The shortening days always catch me by surprise. Last week I geared up to photograph an engraving on a limestone outcrop high above Alcove Springs, the famed watering hole on the Oregon Trail, only to find the sun already slipping behind the thicket. My idea was to capture the carving when the light was low so that the inscription stood out in stark relief. As the sun was so low it had all but disappeared, that much of my plan was a success. Everything else was a shock to the system.
Nor did it end there. Several days later a friend roused me from a deep sleep with orders to photograph fog that had settled in the valley. Groggily and not without dire imprecations toward his interruption I dressed and staggered out to the car where the cold froze me in my tracks. The thermometer read a paltry 46 degrees, which combined with my summer attire of shorts and T-shirt, 100 percent humidity and pre-coffee disorientation equaled a chill index of 30 below zero.
In all fairness I have to admit that I was among the thousands of others clamoring for a break in the heat, and now that it was here I’d have to acclimate myself to the change. Next year, though, I vowed to temper my wishes for a gradual cessation rather than one so abrupt that it takes us completely off guard. Moderation in all things.
The doomsayers and homespun climatologists wasted no time in predicting an early winter. Their reasons loosely fixed on the woolliness of caterpillars, the prevalence of fog in the lowlands and the early disappearance of birds, most of which could be explained through common sense. That the birds left on their southbound migration within days of their normal departure was easily proven through meticulous records. Fog is a common occurrence when the ambient temperature cools to a point lower than that of the rivers. As for the fuzziness of caterpillars, its alleged thickness remains subjective unless verified through measurement and hard data, none of which these declaimers of wives tales bothered to analyze.
The truth is simpler: we get so wrapped up in our daily doings that we fail to see what’s right in front of us. And, sometimes, the shift from hot summer to cool autumn happens at a faster pace, leaving us deliriously dizzy from the effect. I’ve taken to leaving windows open day and night to capture the coolness, necessitating blankets some nights. Facebook friends keep up a running commentary on the autumnal weather, none of whom dare express fears that it’s too early for these temperatures.
Perish the thought. I’m not one for wives tales though many possess a kernel of truth. Whenever I’m faced with those who swear by the old incontestable signs I remind them of the rain crow, a neotropical bird whose song is said to be a harbinger of showers. Several years ago during a particularly nasty dry spell that saw our city enact watering restrictions as ponds emptied and perennial creeks depleted, rain crows were abundant, and abundantly singing. Mating season was in full swing, a fact that probably goes without saying.
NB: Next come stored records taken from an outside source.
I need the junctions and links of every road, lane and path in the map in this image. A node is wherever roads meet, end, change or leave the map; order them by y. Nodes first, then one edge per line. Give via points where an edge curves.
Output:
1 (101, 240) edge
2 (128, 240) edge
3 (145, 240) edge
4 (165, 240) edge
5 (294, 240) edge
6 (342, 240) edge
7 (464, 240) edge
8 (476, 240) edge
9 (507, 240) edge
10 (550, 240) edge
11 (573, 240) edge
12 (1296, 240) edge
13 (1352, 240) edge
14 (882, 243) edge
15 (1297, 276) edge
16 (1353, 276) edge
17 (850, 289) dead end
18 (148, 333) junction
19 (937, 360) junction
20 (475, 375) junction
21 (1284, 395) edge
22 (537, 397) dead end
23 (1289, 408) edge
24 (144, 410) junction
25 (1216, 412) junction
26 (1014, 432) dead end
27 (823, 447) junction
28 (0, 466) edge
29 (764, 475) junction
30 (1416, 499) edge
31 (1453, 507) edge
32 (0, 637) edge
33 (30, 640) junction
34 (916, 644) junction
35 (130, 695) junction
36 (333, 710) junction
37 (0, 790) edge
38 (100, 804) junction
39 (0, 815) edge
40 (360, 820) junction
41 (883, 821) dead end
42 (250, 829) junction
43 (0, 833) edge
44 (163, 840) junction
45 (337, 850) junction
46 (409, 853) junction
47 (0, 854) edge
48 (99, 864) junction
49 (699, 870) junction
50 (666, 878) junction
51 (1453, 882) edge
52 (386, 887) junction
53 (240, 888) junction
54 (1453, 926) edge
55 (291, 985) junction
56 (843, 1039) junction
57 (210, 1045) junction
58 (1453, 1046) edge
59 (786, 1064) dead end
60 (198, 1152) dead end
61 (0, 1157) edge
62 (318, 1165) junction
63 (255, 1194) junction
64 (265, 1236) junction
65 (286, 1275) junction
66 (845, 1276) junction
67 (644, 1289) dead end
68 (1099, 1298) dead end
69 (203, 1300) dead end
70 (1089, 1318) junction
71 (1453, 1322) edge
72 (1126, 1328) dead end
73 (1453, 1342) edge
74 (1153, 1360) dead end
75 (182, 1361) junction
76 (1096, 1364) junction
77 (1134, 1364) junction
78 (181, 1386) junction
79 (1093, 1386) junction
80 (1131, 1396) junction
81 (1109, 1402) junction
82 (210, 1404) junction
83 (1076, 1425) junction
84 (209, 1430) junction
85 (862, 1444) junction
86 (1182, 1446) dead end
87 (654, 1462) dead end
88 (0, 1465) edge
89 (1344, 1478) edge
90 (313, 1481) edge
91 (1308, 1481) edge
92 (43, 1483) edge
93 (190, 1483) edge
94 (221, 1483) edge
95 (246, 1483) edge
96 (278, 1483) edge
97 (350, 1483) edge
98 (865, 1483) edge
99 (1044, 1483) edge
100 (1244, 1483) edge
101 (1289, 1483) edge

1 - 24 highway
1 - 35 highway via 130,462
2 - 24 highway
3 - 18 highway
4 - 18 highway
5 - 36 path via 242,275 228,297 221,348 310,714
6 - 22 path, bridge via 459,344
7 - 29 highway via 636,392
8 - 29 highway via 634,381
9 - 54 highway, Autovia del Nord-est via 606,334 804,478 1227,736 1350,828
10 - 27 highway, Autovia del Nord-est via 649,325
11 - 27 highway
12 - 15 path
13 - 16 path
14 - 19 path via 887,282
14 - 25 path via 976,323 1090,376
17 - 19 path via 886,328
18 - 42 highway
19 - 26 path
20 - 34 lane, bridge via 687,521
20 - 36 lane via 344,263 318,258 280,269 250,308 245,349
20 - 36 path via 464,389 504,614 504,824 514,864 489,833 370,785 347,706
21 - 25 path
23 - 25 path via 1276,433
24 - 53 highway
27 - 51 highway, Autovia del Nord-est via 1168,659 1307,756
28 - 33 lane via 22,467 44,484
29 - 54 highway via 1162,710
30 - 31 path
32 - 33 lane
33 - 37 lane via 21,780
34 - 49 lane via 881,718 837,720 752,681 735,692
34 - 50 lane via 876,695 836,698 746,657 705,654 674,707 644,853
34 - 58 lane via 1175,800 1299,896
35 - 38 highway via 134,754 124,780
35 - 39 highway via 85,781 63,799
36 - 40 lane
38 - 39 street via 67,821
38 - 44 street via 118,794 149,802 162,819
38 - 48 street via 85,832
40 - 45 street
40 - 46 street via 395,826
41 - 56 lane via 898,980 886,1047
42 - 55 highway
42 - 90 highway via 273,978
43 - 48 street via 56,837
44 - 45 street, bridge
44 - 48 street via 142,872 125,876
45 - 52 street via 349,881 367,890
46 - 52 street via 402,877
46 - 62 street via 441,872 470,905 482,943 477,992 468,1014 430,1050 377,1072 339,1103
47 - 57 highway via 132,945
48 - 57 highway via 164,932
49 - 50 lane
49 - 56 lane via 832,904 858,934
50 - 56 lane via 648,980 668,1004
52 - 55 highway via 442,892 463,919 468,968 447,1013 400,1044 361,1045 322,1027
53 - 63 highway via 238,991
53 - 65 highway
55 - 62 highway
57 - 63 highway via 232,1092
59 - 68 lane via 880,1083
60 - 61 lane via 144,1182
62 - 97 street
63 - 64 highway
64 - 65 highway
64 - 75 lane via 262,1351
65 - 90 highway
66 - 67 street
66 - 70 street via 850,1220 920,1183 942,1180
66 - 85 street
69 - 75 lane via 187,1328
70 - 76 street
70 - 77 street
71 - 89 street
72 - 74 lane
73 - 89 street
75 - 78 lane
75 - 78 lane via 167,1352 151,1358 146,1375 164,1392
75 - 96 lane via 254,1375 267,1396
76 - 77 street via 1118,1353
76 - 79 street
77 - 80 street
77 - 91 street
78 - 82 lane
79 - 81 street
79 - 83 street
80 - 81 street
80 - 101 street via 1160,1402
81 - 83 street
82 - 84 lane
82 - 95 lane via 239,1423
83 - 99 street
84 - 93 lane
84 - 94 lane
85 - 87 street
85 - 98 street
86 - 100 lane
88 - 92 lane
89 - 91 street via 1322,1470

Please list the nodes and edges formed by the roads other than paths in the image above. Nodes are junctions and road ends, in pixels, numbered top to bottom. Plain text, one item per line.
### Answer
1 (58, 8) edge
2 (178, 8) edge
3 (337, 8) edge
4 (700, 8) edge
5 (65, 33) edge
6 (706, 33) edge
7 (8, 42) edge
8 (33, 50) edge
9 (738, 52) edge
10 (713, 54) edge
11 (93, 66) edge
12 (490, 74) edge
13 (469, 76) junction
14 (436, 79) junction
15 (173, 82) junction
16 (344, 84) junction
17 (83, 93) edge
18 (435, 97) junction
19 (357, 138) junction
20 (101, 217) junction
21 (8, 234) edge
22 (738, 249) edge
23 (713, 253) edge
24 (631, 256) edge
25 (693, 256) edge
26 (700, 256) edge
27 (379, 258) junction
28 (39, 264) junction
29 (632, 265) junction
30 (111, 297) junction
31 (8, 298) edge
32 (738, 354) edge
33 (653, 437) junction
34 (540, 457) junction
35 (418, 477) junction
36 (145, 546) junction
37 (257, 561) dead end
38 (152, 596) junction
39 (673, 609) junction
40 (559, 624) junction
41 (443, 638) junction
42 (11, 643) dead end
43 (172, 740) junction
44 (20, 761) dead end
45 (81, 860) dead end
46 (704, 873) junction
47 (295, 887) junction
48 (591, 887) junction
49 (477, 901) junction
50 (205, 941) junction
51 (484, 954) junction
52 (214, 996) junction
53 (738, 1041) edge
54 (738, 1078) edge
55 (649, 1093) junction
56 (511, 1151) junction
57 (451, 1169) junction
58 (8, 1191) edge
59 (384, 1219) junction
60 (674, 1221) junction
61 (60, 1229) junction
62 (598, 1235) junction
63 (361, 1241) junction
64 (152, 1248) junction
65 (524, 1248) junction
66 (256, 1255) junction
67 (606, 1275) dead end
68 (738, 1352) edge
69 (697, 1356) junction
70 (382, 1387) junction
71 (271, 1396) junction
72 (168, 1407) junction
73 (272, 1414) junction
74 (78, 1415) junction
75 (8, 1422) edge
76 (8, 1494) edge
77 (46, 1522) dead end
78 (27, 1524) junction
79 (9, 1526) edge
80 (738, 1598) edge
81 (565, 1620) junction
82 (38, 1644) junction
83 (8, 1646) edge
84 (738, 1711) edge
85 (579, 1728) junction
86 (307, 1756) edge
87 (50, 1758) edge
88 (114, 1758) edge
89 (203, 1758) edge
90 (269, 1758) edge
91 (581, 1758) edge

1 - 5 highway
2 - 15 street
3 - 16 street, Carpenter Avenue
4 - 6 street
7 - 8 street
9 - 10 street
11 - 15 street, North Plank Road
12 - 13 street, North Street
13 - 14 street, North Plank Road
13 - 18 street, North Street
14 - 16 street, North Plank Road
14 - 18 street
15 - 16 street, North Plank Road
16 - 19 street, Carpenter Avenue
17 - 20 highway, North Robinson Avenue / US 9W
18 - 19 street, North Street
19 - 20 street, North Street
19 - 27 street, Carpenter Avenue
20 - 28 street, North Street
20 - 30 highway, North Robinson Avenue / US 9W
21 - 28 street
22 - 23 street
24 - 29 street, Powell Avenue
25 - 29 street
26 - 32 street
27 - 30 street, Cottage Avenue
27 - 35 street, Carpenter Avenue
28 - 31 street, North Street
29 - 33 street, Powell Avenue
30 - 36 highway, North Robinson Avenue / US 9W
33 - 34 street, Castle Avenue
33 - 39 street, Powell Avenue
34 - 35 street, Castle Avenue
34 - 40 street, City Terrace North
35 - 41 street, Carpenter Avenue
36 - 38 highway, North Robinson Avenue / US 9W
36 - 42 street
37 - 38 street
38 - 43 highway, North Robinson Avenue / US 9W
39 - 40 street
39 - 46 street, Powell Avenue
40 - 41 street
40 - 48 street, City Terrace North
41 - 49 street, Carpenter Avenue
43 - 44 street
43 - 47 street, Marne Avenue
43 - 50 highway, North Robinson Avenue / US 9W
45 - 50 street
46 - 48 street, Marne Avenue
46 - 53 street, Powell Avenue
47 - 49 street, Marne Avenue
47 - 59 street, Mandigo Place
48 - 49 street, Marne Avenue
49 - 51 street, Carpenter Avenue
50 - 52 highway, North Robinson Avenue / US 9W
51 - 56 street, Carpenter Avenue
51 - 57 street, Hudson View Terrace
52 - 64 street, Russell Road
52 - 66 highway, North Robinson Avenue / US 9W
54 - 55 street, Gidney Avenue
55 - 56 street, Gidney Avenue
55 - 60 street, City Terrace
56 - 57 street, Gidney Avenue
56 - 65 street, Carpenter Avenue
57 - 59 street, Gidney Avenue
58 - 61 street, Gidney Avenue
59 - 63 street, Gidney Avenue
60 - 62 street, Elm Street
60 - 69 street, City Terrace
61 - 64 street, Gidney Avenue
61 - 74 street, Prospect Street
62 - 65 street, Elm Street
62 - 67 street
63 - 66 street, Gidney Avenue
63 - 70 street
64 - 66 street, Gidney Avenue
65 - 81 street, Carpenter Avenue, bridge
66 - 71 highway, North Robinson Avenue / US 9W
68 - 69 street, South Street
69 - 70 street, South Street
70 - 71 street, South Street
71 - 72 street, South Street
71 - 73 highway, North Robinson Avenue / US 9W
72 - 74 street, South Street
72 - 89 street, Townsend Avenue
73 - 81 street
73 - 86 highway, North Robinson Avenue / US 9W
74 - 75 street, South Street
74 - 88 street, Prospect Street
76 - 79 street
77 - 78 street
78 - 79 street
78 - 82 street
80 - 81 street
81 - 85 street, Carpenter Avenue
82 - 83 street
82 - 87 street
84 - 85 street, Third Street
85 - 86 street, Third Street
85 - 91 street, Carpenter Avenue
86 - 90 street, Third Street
From the dawn of time humans have attempted to predict weather. Today’s technology has improved the science of climatology but any scientist worth his salt will admit that it’s still mostly guesswork. Satellites and radar might give us a godlike view of the planet but what happens next relies on forces beyond the reach of instrumentation. The best we can do is draw conclusions from the available data which is probably the same thing oldtimers did with their hirsute caterpillars and dubious ornithology.
I’m taking it day by day, relishing every cool minute we’re given. The summer was a scorcher that few will miss. Prevailing winds have shifted to the north bringing drier, cooler air filled with the shapes of migrating birds and insects. Already golden leaves are drifting on the wind, mostly from walnuts and locusts. Nights are soft drones of crickets, tree frogs and katydids, and softer silvered moonlight. The sky has turned both paler and bluer, an atmospheric contradiction with no scientific explanation. Days shorten as the sun drifts southward. Colors leach from the fields, greens fade to ochre and dun, grasses lapse into dormancy while the rest of creation emerges from its heat-induced hibernation into a world it had all but forgotten, ephemeral and fleeting, undemanding of anything other than exquisite relief.